Tom Weir | Six Weeks To Safety Part 1

Last month Tom Weir described his recent researches, on the ground and in documents, into the Highland wanderings of Prince Charlie after Culloden.

In this article he picks up the trail at Glen Cannich and looks at some of the more puzzling aspects of those extraordinary months. 

 

In anybody’s life there are occasions when bad news can turn out to be good news, when changes of direction lead to a desired end-result.

Thus when Prince Charlie reached his farthest north in Glen Cannich, it was bad news brought to him which decided his party to retreat back south once again into more dangerous country, this time by Glen Garry to Loch Arkaig.

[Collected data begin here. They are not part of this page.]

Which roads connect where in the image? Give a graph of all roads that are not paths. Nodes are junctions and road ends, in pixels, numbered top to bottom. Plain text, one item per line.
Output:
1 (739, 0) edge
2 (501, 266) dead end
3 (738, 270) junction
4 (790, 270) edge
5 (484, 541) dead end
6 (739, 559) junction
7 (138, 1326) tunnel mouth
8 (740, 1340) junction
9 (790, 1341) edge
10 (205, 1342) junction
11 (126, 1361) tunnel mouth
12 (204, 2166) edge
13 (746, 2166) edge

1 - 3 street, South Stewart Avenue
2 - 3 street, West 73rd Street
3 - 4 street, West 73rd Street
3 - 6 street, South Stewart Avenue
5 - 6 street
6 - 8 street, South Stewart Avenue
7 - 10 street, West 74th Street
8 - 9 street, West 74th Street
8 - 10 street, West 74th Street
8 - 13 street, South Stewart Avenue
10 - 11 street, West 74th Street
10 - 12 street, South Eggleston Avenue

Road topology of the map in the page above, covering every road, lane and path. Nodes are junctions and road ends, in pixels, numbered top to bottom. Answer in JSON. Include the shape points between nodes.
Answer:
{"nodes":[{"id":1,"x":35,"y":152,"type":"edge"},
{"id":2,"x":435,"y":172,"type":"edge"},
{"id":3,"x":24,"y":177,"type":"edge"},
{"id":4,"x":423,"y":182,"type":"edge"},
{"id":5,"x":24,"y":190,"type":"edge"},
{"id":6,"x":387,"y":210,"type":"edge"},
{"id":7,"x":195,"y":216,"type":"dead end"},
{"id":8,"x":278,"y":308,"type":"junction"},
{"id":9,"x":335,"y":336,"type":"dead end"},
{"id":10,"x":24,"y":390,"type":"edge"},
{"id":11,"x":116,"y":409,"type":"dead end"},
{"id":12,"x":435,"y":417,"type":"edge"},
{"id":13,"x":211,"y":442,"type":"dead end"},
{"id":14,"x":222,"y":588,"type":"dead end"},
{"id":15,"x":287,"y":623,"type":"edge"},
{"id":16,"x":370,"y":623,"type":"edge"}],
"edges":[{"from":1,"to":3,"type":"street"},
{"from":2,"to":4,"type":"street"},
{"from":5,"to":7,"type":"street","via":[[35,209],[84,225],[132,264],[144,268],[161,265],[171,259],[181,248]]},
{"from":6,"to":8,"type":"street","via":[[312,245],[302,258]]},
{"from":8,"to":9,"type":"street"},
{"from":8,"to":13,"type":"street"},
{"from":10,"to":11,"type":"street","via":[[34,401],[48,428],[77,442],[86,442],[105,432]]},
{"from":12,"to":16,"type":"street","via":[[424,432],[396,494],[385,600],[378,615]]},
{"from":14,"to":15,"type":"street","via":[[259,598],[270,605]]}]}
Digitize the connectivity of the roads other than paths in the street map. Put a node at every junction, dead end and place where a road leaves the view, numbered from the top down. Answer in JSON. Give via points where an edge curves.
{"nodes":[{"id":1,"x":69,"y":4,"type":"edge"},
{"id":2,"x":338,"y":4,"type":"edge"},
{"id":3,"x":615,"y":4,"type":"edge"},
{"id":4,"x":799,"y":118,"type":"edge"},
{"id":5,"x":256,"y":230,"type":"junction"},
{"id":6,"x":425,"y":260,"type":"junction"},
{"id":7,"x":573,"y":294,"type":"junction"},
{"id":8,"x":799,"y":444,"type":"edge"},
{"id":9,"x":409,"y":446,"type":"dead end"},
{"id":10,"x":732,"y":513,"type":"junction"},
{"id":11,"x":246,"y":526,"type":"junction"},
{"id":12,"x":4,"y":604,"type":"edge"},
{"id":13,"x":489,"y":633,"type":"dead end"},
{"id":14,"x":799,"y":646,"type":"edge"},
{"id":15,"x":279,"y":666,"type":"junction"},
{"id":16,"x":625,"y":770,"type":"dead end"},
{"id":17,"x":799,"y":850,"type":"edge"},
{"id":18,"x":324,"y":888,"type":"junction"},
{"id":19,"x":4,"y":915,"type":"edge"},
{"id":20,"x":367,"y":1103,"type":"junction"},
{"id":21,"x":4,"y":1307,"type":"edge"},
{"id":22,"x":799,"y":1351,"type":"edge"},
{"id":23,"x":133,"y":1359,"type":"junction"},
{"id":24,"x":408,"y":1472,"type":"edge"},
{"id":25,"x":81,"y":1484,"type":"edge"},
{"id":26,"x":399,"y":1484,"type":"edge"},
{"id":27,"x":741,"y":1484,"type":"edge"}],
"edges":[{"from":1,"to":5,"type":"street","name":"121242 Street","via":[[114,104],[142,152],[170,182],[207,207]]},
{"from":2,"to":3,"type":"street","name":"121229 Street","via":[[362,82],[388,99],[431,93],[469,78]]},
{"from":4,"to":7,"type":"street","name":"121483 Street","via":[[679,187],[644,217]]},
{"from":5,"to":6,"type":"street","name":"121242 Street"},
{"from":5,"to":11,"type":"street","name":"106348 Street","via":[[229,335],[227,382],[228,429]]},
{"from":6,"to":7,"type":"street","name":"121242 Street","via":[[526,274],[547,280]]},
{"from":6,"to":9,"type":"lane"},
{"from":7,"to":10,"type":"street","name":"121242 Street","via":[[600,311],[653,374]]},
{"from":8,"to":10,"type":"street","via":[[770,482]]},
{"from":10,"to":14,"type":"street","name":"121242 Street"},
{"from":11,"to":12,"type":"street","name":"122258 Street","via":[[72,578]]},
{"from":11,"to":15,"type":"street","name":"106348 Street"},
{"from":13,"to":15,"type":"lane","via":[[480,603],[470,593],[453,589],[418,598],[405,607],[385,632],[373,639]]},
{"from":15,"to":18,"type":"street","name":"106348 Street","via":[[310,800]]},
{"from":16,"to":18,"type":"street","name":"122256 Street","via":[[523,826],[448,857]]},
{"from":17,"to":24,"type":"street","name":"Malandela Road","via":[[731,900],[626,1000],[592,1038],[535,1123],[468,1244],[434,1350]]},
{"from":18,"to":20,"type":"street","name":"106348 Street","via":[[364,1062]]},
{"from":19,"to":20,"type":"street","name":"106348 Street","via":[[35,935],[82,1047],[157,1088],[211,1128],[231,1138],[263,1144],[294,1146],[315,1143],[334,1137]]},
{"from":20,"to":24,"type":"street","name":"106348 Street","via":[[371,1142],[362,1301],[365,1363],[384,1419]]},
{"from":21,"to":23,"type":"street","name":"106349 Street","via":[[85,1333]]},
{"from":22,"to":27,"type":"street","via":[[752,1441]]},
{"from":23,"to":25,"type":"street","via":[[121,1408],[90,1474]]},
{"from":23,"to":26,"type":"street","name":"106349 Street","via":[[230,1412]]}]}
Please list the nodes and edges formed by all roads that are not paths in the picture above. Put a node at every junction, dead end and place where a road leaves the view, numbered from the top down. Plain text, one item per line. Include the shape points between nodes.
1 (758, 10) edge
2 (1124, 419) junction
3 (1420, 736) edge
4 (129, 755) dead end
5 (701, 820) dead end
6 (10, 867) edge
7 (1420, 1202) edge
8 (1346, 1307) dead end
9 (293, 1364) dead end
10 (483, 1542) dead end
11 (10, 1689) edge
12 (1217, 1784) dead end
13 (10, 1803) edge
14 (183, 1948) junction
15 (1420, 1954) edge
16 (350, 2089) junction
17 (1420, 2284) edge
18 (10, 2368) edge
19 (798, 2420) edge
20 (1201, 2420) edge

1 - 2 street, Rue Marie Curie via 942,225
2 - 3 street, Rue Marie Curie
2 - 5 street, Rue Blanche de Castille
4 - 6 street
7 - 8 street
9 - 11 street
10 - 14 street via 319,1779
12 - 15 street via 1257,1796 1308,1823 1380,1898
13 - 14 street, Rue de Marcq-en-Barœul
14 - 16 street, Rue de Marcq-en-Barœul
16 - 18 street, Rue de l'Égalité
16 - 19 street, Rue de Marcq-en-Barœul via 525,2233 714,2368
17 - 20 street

In the desperate five months after Culloden, this particular bit of the chase intrigues me most, for I’ve never been able fully to understand how it came about that the French were able to track down such an erratic quarry to a remote lair on Ben Alder when his movements were dictated by day-to-day events.

I know now, thanks to the discovery of the log of the Prince de Conti, the ship which took him off, plus the narrative of a French officer on board the Bien Trouvé, a rescue ship which failed to find him.

 

The Ships of the ’45

 

These discoveries were made in the Archives Nationales in Paris by Mr John S. Gibson, whose excellent book Ships of the ‘45 brought home the vital role played by the British Navy in defeating the Jacobites, and paid tribute to the persistence of the French ships which finally achieved the Prince’s rescue.

But, let us return to Glen Cannich and the bad news.

It was brought to him on the 7th August by two of his devoted party who had done the return march to Poolewe, a hard 40 miles each way across the hills.

A French ship had called inquiring for the Prince, and, getting no news, had landed two officers who were making for Locheil country with dispatches.

In past reading, I had connected these two officers with the success story of bringing off the rescue of the Prince.

In fact their only role in the story was to influence the Prince’s party to return southward to Loch Arkaig in the hope of making contact with them.

It was a vital decision, all the better for being cautiously delayed for a few days, waiting in their safe shelter in the depth of a wood at Cannich at the place where the power house of the Glen Affric hydro-electric station now stands.

The party moved out on the morning of the 12th August by Guisachan and Loch Benevean, getting to Glen Moriston in four hours, pausing on a hilltop until an enemy search party had cleared off.

In fact the search for Charlie was cooling off, for on the 13th the main body of Albemarle’s Redcoats were marched away from Fort Augustus southward, and Campbell militia had set off for Inveraray, leaving Lord Loudon’s regiment and 17 companies of militia to garrison the fort.